Le jour où je me suis trouvée à Verdun devant le tableau de Jules Bastien Lepage, lors de l’expo qui lui était consacrée, j’ai été subjuguée. Par quoi ? je ne savais pas exactement. Ce tableau, que je connaissais déjà par des reproductions, ne cessait de m’interpeler. De tous les tableaux du peintre meusien dont j’apprécie l’oeuvre c’était celle qui retenait le plus mon attention. Le regard de cette jeune femme avait quelque chose de fascinant et d’émouvant à la fois. Un regard qui en disait long sur sa condition de paysanne et sur un avenir qu’elle semblait deviner loin devant elle. Il me semblait retrouver en elle ce que j’avais deviné chez les femmes de la campagne que je fréquentais enfant. Mes tantes essentiellement. Je pensais que cela suffisait à faire naître en moi cette émotion particulière.
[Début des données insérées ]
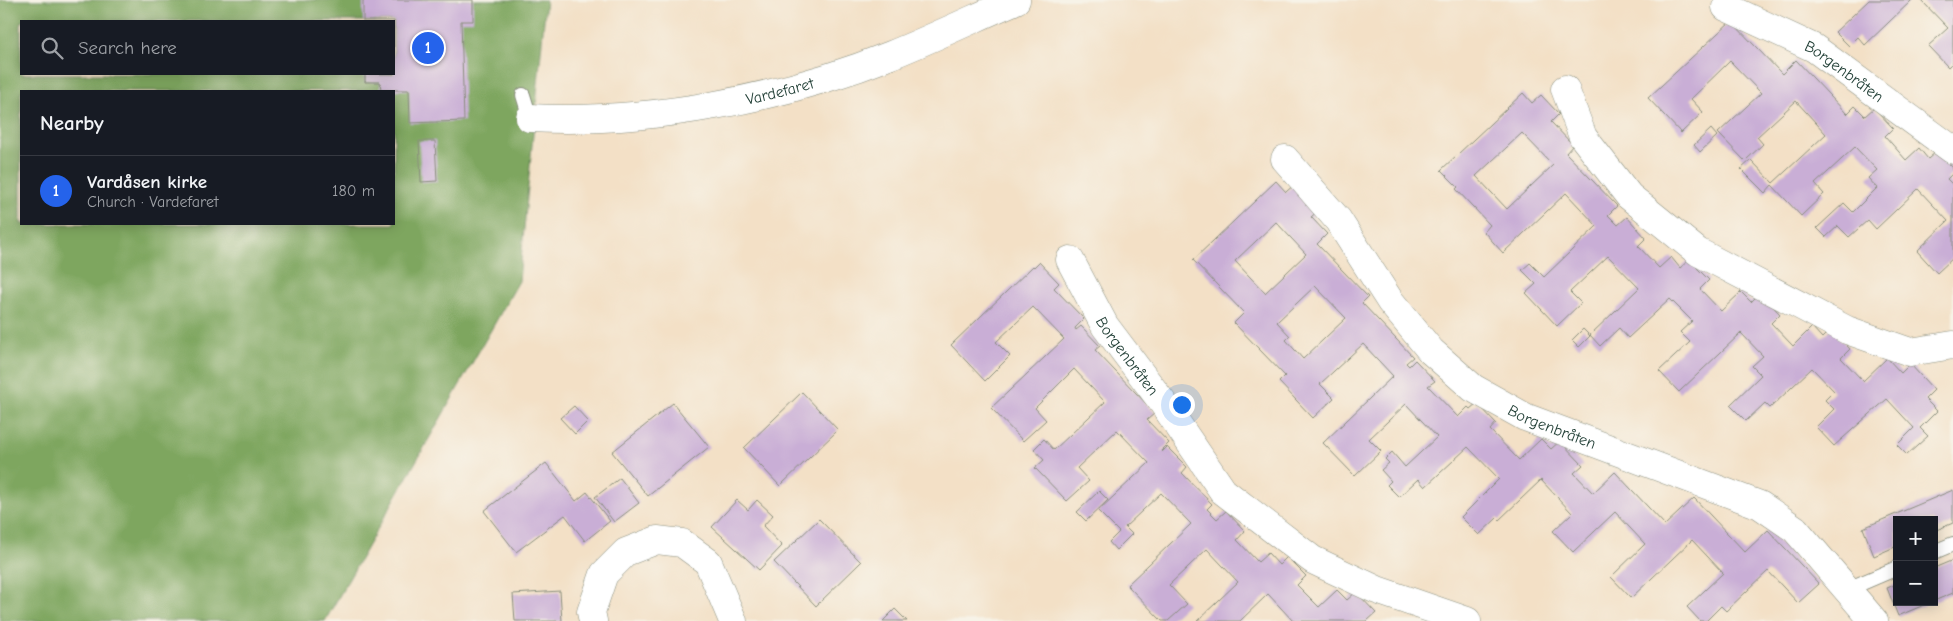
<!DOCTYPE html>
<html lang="en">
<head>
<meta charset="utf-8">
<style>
  :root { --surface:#171b24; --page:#20242c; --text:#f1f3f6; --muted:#9ea1a6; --line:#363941; --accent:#2563eb }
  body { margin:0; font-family:"Comic Neue",sans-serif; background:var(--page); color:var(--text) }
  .controls { position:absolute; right:15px; bottom:15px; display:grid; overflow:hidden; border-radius:0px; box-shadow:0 2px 12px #0003 }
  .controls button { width:45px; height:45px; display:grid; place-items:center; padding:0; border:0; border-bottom:1px solid var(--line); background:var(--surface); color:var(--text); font:25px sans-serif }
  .you { position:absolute; left:1181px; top:404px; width:18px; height:18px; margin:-12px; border:4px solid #fff; border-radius:50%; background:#1a73e8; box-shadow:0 0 0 8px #1a73e833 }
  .badge { display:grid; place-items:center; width:32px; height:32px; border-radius:50%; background:var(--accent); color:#fff; font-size:16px; font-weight:700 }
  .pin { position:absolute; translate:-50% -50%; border:2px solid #fff; box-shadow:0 1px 5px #0006 }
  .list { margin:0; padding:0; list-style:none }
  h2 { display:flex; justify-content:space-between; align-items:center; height:65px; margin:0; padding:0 20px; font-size:21px }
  h2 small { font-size:16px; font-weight:400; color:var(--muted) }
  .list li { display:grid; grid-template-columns:32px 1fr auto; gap:15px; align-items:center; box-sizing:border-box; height:70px; padding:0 20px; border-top:1px solid var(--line) }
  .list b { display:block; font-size:19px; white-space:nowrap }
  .list p { margin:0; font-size:16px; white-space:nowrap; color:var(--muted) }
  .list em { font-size:16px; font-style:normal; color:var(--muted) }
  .icon { flex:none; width:28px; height:28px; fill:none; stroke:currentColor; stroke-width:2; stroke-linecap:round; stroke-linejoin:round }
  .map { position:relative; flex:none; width:1953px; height:621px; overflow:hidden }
  .search { position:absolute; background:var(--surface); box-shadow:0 2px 12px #0003; left:20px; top:20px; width:375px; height:55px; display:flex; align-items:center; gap:12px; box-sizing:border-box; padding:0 18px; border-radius:0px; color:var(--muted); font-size:19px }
  .panel { position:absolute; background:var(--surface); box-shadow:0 2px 12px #0003; left:20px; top:90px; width:375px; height:135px; border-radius:0px }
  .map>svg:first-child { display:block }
  .forest { fill:#7ea65e; stroke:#4e7249; fill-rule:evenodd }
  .building { fill:#c9aed6; fill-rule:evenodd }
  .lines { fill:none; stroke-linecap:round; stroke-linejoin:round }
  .service-casing { stroke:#898e7d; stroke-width:16 }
  .minor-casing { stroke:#898e7d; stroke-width:29 }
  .service { stroke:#fff; stroke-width:14 }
  .minor { stroke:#fff; stroke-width:28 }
  .labels { text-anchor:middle; stroke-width:4.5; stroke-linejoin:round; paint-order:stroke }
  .street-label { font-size:16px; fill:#1f3d34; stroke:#f7f3e8 }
</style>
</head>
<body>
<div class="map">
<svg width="1953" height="621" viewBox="0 0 1953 621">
  <rect width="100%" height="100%" fill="#f7f3e8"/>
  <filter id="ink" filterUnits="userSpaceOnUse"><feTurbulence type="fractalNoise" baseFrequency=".02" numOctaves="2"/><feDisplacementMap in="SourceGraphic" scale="10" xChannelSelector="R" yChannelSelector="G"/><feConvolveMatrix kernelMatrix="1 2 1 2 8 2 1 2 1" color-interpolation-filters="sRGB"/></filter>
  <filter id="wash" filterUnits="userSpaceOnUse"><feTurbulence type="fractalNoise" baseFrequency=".0096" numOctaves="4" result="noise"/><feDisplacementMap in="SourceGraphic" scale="20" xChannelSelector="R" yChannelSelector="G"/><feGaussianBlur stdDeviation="1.12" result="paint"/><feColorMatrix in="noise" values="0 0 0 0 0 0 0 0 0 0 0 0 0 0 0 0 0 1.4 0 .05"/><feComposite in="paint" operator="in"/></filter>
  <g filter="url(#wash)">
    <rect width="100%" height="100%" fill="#f3e0c6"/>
    <!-- forest -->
    <path class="forest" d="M0 0H546L519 281 325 621H0ZM21 21H394V74H21ZM21 91H394V224H21Z"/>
    <g id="blocks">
      <!-- building -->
      <g class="building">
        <path d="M363 0H473V21H461L464 121 410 123 409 90H381L380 82H365V74H394V21H363Z"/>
        <path d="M1869 0H1912L1865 45 1858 37 1849 46 1835 32Z"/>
        <path d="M1921 0H1953V62L1948 67 1928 46 1948 28Z"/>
        <path d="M1731 21 1782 74 1796 60 1847 114 1855 106 1865 116 1874 108 1893 128 1885 136 1906 160 1919 148 1928 159 1937 151 1953 168V173L1947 179 1953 185V258L1937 273 1917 251 1948 221 1918 189 1876 229 1868 220 1849 237 1838 226 1826 237 1817 228 1844 203 1853 212 1877 188 1868 178 1877 170 1855 147 1815 184 1824 194 1801 216 1772 185 1765 193 1741 169 1751 160 1773 183 1826 134 1796 101 1757 137 1763 144 1745 161 1718 133 1761 93 1730 61 1691 99 1703 112 1681 133 1648 98Z"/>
        <path d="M1523 93 1532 103 1541 95 1559 114 1551 122 1573 145 1566 153 1617 206 1608 215 1618 225 1627 217 1646 238 1638 246 1659 268 1671 257 1680 268 1689 260 1709 280 1700 289 1721 311 1741 292 1751 302 1760 293 1780 314 1771 323 1793 346 1812 327 1822 338 1831 329 1850 349 1841 358 1863 381 1887 358 1901 373 1910 364 1934 390 1925 399 1937 411 1920 428 1928 436 1907 455 1897 445 1914 428 1887 399 1834 446 1816 427 1834 409 1825 400 1834 391 1812 368 1770 408 1765 403 1746 421 1730 405 1761 375 1752 366 1763 356 1741 333 1679 392 1659 371 1690 342 1680 332 1692 321 1670 299 1628 338 1619 328 1600 346 1590 335 1639 288 1608 256 1570 292 1581 303 1557 326 1526 293 1536 284 1522 270 1530 263 1544 277 1597 226 1566 193 1503 253 1484 232 1490 225 1456 189 1458 187 1441 170ZM1522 133 1553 165 1507 209 1476 176Z"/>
        <path d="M1711 129 1717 136 1700 152 1694 145Z"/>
        <path d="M419 141H435L437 181 421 182Z"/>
        <path d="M1276 181 1286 192 1296 183 1319 210 1311 217 1327 234 1317 244 1368 297 1362 303 1413 357 1406 363 1409 366 1415 360 1435 381 1428 386 1458 417 1468 407 1470 409 1477 403 1496 423 1490 430 1519 460 1541 439 1551 449 1560 441 1583 465 1574 473 1593 493 1615 472 1665 525 1694 498 1745 552 1768 530 1819 584 1798 603 1768 571 1726 611 1721 606 1706 621H1700L1687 607 1723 573 1692 540 1631 598 1611 577 1645 544 1615 512 1573 552 1553 531 1572 513 1541 480 1499 520 1497 518 1479 535 1461 517 1499 479 1468 447 1425 487 1418 479 1399 497 1387 485 1391 481 1381 470 1389 463 1385 459 1392 452 1405 467 1437 437 1406 404 1369 439 1381 451 1355 476 1323 443 1393 376 1363 344 1320 384 1334 398 1313 418 1279 382 1285 376 1234 323 1244 313 1193 260ZM1276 222 1306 254 1265 293 1235 261ZM1315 286 1346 318 1303 359 1286 340 1290 336 1277 322Z"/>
        <path d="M1039 262 1059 283 1054 288 1084 319 1075 328 1076 330 1081 326 1100 346 1095 350 1155 413 1147 420 1169 443 1161 451 1162 452 1167 447 1187 467 1182 473 1212 504 1207 509 1217 519 1226 511 1245 531 1237 540 1258 562 1268 553 1279 565 1287 557 1306 576 1297 585 1319 607 1337 590 1347 600 1356 592 1376 613 1367 621H1293L1268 594 1240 621H1197L1238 582 1207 549 1169 585 1187 604 1168 621H1162L1127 585 1191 524 1161 493 1125 527 1132 534 1116 550 1109 542 1119 532 1098 511 1149 463 1117 430 1077 468 1089 481 1067 501 1035 468 1044 460 1034 449 1044 439 1054 450 1105 402 1074 369 1035 408 1046 420 1023 441 991 408 1064 339 1033 307 996 342 1010 356 985 381 951 345 1033 266 1034 267Z"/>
        <path d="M1583 329 1590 336 1579 347 1572 340Z"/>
        <path d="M802 392 838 430 780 486 744 448Z"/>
        <path d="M673 403 709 447 648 496 612 452Z"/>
        <path d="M574 406 588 421 575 434 560 418Z"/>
        <path d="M546 463 576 501 587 492 610 521 585 541 565 515 516 552 484 511Z"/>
        <path d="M620 478 639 503 614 522 595 497Z"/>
        <path d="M1953 490V523L1934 531V520H1897V546L1874 556 1863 528Z"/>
        <path d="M1099 491 1108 500 1086 521 1077 512Z"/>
        <path d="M737 500 748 510 757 500 773 515 763 526 782 546 759 570 712 527Z"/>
        <path d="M819 519 861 562 816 606 774 562Z"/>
        <path d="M1953 560V593L1934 601V568Z"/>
        <path d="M1897 584V602H1931L1898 616 1887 588Z"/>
        <path d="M560 591 562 621H515L513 594Z"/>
        <path d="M895 609 907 621H883Z"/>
      </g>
    </g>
  </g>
  <g filter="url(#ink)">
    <use href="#blocks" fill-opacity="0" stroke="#898e7d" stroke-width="1"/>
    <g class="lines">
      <!-- service casing -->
      <g class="service-casing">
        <g id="service">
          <path d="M523 95 530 118"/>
          <path d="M1934 552 1953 544"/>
          <path d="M1848 589 1897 568"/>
        </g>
      </g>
      <!-- minor casing -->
      <g class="minor-casing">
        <g id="minor">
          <path id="s1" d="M1726 7 1814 48 1953 150"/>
          <path d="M1565 89 1583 137 1629 196 1698 252 1847 330 1910 352 1953 345"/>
          <path id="s2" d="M530 118C648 124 782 99 891 55 933 38 975 18 1016 0"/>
          <path id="s3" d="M1285 159 1338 220 1390 301 1431 351 1473 388 1525 417 1760 505 1795 529 1874 621"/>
          <path id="s4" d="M1070 260 1105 326 1163 403 1223 491 1313 560 1377 590 1467 621"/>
          <path d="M593 621 591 612 604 574 626 552 657 540 682 543 708 562 733 621"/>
        </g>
      </g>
      <!-- service -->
      <use href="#service" class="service"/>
      <!-- minor -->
      <use href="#minor" class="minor"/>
    </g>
  </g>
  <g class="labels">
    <!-- street labels -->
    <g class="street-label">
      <text dy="6" stroke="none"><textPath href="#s1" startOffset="135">Borgenbråten</textPath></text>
      <text dy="6" stroke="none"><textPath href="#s2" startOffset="252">Vardefaret</textPath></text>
      <text dy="6" stroke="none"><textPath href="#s4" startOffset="112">Borgenbråten</textPath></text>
      <text dy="6" stroke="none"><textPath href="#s3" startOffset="386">Borgenbråten</textPath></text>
    </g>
  </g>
</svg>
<div class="controls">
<button>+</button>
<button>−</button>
</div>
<div class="you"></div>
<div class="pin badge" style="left:428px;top:48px">1</div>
<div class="search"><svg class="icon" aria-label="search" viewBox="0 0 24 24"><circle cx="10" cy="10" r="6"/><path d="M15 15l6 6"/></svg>Search here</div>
<section class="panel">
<h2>Nearby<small></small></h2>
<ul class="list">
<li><span class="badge">1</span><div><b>Vardåsen kirke</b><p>Church · Vardefaret</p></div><em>180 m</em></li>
</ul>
</section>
</div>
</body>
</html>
Le tableau me fut important au point de le faire figurer dans mon premier ouvrage pour illustrer un passage décrivant la vie paysanne du siècle passé. Dans cet ouvrage : « Si le Theil me racontait », des fils avaient été tirés, comme détricotés, au point de faire se lever quelques secrets, pas exactement de ma vie, mais autour de ma vie. Ce fut un premier bébé très surprenant précisément par ces ponts invisibles qu’il avait jetés.

Après le petit succès de cet ouvrage, je passai à autre chose. La vie, et puis d’autres ouvrages encore, chargés eux aussi de sens. L’émotion suscitée par le tableau fut remisée quelque part. Je ne sais où. Dans un coin de mon coeur ou de mes mémoires sensitives. Jusqu’au jour assez récent où je mis en quête de photos de famille. Cette famille qui m’était bien étrangère, à commencer par ma mère que je n’avais pas connue. Je trouvai parmi les clichés jaunis entassés dans une boîte à chaussures un des rares sur lesquels figurait cette dernière.

Que dire de plus ?

Les foins. Ma mère.

C’est à la fois surprenant et très émouvant.

Elle était belle ma mère. Je suis triste de ne pas l’avoir connue.